One tip. suspend Prevx protection when you are loading software, as it will question EVERYTHING that you are doing
55 - I'm fiftyfeckinfive and STILL no wiser,
Beware of Geeks bearing GIF's
come and waste the day :P at The Taz Zone
November 28th, 2005, 07:08 PM
yeah I just gave him a slap on the wrist for it
but seriously go through your posts and place something like [REMOVE ME] in the middle of the URL so someone doesn't stumble onto this post and visit them by accident. otherwise you are just aiding with the distribution of this malware.
Next I would get an alternative browser (eg: Firefox) and block IE at your firewall to stop it dialing home.
Personaly at this stage I would prefer to go for a full backup / format / reinstall if you are infected with unkown malware - but if thats not an option then get these, update fully and scan
spybot search & destroy
also I would check your hosts file for any 'additions' and you could place the offending urls in there redirected to 127.0.0.1 as an added precaution to them dialing home.

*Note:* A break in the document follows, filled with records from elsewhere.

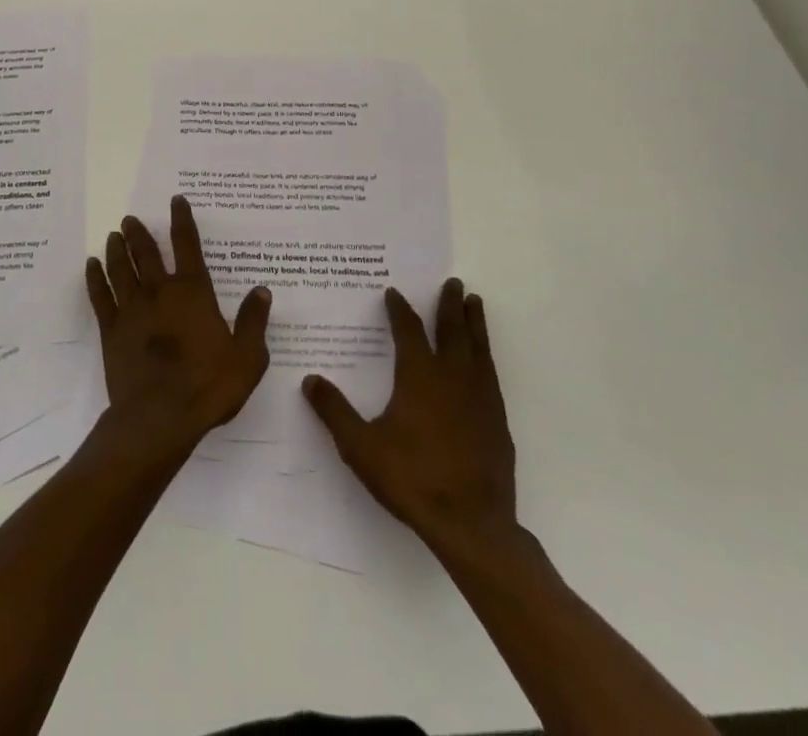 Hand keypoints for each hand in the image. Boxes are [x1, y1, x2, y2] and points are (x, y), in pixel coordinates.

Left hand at [85, 195, 271, 465]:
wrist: (160, 418)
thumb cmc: (208, 387)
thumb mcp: (247, 358)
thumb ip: (253, 322)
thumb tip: (262, 291)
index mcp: (192, 292)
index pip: (187, 246)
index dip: (182, 221)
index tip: (176, 201)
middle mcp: (159, 291)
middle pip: (146, 252)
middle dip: (139, 233)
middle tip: (129, 218)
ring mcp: (131, 309)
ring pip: (121, 268)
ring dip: (117, 249)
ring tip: (113, 235)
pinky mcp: (111, 329)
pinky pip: (100, 296)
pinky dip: (95, 278)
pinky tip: (91, 266)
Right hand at [303, 279, 518, 553]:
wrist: (471, 525)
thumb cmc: (412, 479)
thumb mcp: (361, 446)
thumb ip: (334, 411)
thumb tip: (310, 379)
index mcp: (419, 376)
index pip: (409, 331)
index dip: (400, 310)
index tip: (394, 293)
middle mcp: (452, 378)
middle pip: (452, 331)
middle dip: (449, 305)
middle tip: (453, 282)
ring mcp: (479, 399)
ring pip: (478, 349)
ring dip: (474, 324)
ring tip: (474, 303)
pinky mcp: (497, 422)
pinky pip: (490, 375)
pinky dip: (486, 356)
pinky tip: (484, 360)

Check your firewall for any other sus traffic and report back
you may also want to post a hi-jack this log for some of the members here to take a look at.
Oh and next time - just pay for the software....and dont give me some BS about "but its too exspensive!" if thats the case dont use it! Would you expect the police to accept the same excuse if you drove off in someone elses car? So what makes this different? And if you insist on pirating software dont broadcast the fact on a security forum - esp not one which has a large amount of software developers ¬_¬
November 28th, 2005, 07:15 PM
OK In response to your IM. If you have ran all your malware / AV tools (in Safe Mode) and followed the advice of valhallen...
Format the box. It will take less time than tracking down all the registry keys and hidden programs.